王都侵攻


 その日、黄の国王都、テラガラー城にて。

 三つの凶報が城内を揺らしていた。


 一つは鉱山の町アルパト町長がもたらした、アルパトへの大量の魔獣による襲撃。

 運悪く、第一王子が訪問中に魔獣の襲撃に遭い、その後護衛数名も含め、消息不明。


 二つ目は、青の国との友好の象徴であるブロウ砦もまた、魔獣の襲撃に遭い、壊滅状態にあること。


 三つ目は、その砦、アルパトの町を襲撃した魔獣の集団が、この王都へ大挙として押し寄せているということ。


 今、テラガラー城内会議室では、黄の国の女王を中心に、大臣や騎士団長がアルパトの町へ第一王子救出の為と王都防衛の為の騎士団の編成に、時には冷静に、時には罵倒するように激しく話し合い、混乱の極みに達していた。

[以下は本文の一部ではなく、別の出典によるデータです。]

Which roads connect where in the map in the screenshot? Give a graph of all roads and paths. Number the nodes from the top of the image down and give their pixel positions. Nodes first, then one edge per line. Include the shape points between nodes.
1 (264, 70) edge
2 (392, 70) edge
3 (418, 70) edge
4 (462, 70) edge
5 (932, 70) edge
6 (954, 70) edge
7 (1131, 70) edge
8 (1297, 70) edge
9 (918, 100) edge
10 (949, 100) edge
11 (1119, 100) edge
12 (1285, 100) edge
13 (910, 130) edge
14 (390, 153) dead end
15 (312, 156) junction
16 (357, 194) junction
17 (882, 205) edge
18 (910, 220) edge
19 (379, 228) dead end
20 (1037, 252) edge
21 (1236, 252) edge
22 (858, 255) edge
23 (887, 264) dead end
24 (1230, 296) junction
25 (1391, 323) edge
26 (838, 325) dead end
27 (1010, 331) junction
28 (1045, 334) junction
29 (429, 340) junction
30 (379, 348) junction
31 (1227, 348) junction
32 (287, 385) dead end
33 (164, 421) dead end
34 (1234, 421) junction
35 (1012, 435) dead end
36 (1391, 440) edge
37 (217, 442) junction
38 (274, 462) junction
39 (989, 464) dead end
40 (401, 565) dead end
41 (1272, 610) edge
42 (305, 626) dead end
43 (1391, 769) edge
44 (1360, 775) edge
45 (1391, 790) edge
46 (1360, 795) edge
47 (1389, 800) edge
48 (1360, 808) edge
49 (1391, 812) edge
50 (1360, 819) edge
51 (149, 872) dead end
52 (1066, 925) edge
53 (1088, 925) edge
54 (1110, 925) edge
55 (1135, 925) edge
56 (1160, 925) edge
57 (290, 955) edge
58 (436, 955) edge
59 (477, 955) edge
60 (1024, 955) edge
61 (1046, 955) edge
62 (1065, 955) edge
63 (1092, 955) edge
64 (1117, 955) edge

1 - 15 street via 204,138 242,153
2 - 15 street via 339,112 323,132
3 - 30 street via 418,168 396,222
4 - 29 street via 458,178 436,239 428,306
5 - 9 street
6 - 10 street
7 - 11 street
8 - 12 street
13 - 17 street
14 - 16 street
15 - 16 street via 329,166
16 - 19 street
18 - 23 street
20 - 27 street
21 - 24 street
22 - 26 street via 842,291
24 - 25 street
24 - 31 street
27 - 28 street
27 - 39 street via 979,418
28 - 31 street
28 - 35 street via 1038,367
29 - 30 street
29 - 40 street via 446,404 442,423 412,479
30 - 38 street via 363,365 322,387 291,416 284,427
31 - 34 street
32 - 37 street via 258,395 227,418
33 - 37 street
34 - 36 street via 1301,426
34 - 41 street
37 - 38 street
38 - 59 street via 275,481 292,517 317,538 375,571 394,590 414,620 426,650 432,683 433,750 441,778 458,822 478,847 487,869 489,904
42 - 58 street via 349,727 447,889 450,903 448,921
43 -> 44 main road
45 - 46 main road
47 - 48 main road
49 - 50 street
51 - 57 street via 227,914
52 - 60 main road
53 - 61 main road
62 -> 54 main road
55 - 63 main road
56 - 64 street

「殿下の救出を最優先に、精鋭を速やかに派遣するべきだ!」


「王都が陥落すればすべてが終わりです。騎士団の主力は王都防衛に徹する必要があります」


「青の国に助力を求めるのは? ブロウ砦を襲撃されたのだから、向こうでも他人事でも済まされまい」


「あの地は共同統治。まだ深刻な被害は、青の国には及んでいない。現状で青の国の騎士を招き入れることは、内政干渉を許すことになる」



 国の危機がそこまで迫ってきているというのに、未だ纏まりを見せない国の中枢。

 普段は国防や外交に関しては、第一王子が最終的な方針を決めることがほとんど。

 女王は基本的にはあまり第一王子の決定について口を出すことはなく、見守っている、ということが多い。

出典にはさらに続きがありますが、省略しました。